# LeetCode 448: Find All Numbers Disappeared in an Array

## Problem Restatement

We are given an array `nums` of length `n`.

Every value in the array is in the range:

```python
1 <= nums[i] <= n
```

We need to return all numbers from `1` to `n` that do not appear in `nums`.

The official problem asks for all integers in `[1, n]` that are missing from the array. The constraints are `n == nums.length`, `1 <= n <= 10^5`, and `1 <= nums[i] <= n`.

## Input and Output

| Item | Meaning |
|---|---|
| Input | Integer array `nums` |
| Output | List of missing numbers |
| Value range | `1` to `n` |
| Array length | `n` |
| Goal | Find values in `[1, n]` absent from `nums` |

Example function shape:

```python
def findDisappearedNumbers(nums: list[int]) -> list[int]:
    ...
```

## Examples

Example 1:

```python
nums = [4, 3, 2, 7, 8, 2, 3, 1]
```

The range is:

```python
[1, 2, 3, 4, 5, 6, 7, 8]
```

The numbers present in `nums` are:

```python
1, 2, 3, 4, 7, 8
```

The missing numbers are:

```python
[5, 6]
```

Example 2:

```python
nums = [1, 1]
```

The range is:

```python
[1, 2]
```

Only `1` appears.

So the answer is:

```python
[2]
```

## First Thought: Use a Set

The simplest solution is to store all numbers in a set:

```python
seen = set(nums)
```

Then scan from `1` to `n` and collect values that do not appear in `seen`.

This is correct and easy.

But it uses `O(n)` extra space.

We can solve it with constant extra space by using the input array itself as a marker.

## Key Insight

Because every number is between `1` and `n`, every number can point to an index.

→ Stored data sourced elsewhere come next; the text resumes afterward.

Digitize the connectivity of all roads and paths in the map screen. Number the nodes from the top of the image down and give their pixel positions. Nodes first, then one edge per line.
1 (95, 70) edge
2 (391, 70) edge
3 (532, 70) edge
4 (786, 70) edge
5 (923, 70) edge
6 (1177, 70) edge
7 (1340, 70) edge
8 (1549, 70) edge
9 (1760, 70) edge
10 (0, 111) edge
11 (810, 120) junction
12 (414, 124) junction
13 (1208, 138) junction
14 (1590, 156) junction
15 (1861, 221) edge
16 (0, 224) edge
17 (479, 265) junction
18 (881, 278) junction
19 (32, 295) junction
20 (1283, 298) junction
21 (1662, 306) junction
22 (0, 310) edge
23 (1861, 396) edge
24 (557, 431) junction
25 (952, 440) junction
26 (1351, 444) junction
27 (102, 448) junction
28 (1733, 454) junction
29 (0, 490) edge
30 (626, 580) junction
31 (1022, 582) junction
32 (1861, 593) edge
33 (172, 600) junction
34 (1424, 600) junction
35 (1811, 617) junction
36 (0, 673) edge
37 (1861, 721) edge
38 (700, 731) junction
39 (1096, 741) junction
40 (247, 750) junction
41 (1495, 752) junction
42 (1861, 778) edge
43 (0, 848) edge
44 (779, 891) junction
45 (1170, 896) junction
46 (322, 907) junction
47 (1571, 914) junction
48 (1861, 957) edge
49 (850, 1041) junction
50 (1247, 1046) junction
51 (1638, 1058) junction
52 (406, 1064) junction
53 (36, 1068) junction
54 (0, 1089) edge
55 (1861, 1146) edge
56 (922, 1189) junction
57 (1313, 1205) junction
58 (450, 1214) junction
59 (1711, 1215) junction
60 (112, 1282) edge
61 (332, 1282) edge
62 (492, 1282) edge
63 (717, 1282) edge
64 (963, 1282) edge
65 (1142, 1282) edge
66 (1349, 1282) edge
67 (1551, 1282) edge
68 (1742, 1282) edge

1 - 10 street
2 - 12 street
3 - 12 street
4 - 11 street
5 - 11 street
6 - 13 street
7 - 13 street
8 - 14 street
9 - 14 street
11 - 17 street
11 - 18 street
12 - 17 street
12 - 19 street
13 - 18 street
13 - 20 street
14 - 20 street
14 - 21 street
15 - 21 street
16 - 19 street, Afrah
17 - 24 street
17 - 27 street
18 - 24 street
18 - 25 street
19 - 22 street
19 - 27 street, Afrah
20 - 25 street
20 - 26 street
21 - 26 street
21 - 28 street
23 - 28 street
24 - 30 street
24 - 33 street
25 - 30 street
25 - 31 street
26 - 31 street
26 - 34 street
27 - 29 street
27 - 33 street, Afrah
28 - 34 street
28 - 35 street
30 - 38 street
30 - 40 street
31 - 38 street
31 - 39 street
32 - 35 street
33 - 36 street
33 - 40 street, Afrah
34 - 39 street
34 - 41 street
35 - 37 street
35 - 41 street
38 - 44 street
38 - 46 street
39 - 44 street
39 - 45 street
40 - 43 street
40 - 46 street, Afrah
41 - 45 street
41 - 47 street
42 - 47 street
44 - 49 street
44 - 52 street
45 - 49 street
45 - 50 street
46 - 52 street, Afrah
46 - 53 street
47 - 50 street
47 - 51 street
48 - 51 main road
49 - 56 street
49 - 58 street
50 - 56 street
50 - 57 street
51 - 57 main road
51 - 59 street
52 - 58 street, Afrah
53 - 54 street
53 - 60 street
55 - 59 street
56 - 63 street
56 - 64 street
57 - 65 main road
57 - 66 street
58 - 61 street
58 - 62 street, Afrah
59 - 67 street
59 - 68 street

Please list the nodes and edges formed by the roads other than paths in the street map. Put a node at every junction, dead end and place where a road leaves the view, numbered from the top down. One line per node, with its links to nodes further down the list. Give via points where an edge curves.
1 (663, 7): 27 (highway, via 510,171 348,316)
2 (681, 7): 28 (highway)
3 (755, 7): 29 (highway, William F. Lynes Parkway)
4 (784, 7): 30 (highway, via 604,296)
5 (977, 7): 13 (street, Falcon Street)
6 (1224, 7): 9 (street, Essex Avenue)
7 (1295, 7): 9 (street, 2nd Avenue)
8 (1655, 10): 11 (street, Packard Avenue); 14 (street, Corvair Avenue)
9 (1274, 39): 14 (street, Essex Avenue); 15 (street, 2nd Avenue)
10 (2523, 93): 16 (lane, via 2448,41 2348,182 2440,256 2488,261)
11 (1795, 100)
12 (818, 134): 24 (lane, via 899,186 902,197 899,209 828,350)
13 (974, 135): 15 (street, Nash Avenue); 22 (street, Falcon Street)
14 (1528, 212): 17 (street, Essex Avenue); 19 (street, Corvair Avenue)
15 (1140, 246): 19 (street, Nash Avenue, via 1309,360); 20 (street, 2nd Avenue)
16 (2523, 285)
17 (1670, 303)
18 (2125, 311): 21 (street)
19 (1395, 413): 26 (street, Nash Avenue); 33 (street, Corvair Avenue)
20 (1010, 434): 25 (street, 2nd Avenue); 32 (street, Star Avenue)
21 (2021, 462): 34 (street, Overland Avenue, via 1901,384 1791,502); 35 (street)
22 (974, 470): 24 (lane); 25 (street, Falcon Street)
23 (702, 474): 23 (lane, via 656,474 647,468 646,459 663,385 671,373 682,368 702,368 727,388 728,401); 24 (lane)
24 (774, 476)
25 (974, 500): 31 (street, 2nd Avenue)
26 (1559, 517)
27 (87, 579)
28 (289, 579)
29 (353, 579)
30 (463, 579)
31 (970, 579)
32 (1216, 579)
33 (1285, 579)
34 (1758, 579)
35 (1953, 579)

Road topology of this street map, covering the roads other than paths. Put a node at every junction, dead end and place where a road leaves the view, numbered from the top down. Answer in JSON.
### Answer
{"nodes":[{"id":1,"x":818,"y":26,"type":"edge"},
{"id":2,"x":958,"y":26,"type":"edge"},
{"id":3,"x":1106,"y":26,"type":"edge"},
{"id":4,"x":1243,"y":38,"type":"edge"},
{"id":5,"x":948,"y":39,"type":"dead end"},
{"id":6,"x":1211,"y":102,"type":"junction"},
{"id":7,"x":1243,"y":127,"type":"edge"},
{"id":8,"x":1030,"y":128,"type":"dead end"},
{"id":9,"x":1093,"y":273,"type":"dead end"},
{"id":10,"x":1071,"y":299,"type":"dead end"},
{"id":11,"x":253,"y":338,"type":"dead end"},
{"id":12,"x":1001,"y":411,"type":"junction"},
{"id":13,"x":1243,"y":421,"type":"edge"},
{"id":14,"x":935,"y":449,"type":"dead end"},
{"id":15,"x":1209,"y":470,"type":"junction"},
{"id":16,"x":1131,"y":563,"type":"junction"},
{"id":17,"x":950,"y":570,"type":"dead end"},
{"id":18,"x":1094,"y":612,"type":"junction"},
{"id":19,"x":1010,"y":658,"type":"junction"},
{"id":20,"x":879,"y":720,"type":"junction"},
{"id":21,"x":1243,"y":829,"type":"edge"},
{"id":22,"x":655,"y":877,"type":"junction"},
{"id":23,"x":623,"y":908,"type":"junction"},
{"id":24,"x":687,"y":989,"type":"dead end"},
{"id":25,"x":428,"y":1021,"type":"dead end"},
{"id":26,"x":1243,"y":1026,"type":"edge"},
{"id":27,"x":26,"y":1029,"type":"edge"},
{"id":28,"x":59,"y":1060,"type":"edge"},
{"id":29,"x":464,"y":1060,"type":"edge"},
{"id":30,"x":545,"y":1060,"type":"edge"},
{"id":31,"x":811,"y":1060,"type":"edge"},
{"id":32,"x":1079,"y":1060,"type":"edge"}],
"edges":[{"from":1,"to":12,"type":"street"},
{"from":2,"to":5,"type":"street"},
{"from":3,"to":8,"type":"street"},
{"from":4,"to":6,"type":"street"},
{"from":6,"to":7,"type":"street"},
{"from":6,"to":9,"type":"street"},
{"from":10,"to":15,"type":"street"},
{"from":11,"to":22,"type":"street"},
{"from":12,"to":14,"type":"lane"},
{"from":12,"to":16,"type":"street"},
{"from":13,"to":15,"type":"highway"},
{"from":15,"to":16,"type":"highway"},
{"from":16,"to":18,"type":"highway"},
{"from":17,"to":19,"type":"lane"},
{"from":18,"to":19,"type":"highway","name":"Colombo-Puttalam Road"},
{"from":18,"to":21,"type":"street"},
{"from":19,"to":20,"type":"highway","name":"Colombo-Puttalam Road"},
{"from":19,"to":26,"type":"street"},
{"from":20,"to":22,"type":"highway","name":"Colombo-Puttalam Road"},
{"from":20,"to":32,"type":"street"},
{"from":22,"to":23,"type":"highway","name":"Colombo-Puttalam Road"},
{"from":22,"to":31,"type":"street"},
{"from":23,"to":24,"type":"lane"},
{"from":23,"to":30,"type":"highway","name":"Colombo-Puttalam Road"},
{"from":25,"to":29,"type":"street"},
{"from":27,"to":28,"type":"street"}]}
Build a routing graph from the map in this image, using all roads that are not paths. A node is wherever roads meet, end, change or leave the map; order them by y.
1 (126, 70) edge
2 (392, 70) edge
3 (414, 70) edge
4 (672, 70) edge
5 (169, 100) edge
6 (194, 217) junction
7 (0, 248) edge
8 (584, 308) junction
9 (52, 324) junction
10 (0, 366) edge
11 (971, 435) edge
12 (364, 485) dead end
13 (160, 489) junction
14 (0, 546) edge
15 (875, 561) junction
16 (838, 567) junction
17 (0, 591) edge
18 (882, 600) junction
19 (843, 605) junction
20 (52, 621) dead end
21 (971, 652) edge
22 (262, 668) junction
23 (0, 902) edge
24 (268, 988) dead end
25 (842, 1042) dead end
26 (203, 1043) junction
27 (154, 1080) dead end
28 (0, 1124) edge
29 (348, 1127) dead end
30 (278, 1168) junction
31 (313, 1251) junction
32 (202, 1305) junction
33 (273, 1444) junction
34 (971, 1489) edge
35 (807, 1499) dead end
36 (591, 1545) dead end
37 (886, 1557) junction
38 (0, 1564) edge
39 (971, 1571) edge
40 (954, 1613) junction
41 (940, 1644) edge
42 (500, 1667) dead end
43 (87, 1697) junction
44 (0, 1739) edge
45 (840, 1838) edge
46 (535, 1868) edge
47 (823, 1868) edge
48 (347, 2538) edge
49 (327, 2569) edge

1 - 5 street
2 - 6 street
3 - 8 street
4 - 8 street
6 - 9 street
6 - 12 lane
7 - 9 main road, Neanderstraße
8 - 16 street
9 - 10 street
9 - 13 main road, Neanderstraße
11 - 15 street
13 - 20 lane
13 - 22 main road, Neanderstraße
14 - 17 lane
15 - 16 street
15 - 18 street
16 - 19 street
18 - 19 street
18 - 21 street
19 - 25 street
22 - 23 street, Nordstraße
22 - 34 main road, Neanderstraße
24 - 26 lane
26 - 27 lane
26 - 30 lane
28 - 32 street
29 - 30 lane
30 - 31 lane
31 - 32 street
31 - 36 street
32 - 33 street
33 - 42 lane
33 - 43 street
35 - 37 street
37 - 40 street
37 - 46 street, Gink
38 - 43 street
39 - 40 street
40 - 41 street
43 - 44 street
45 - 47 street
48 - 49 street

For a value `x`, its index is:

```python
x - 1
```

So when we see value `x`, we mark index `x - 1` as visited.

A common in-place mark is to make the value at that index negative.

For example:

```python
nums = [4, 3, 2, 7, 8, 2, 3, 1]
```

When we see `4`, we mark index `3`.

When we see `3`, we mark index `2`.

When we see `2`, we mark index `1`.

After marking all seen values, any index that still has a positive value corresponds to a missing number.

If index `i` is still positive, then number:

```python
i + 1
```

never appeared.

## Algorithm

First pass:

For each number `num` in `nums`:

1. Compute:

```python
index = abs(num) - 1
```

2. Mark the corresponding index as seen:

```python
nums[index] = -abs(nums[index])
```

We use `abs(num)` because `num` may already have been made negative by an earlier mark.

Second pass:

For every index `i`:

If:

```python
nums[i] > 0
```

then `i + 1` is missing.

Append it to the answer.

Return the answer.

## Correctness

Each value `x` in the array maps to exactly one index, `x - 1`.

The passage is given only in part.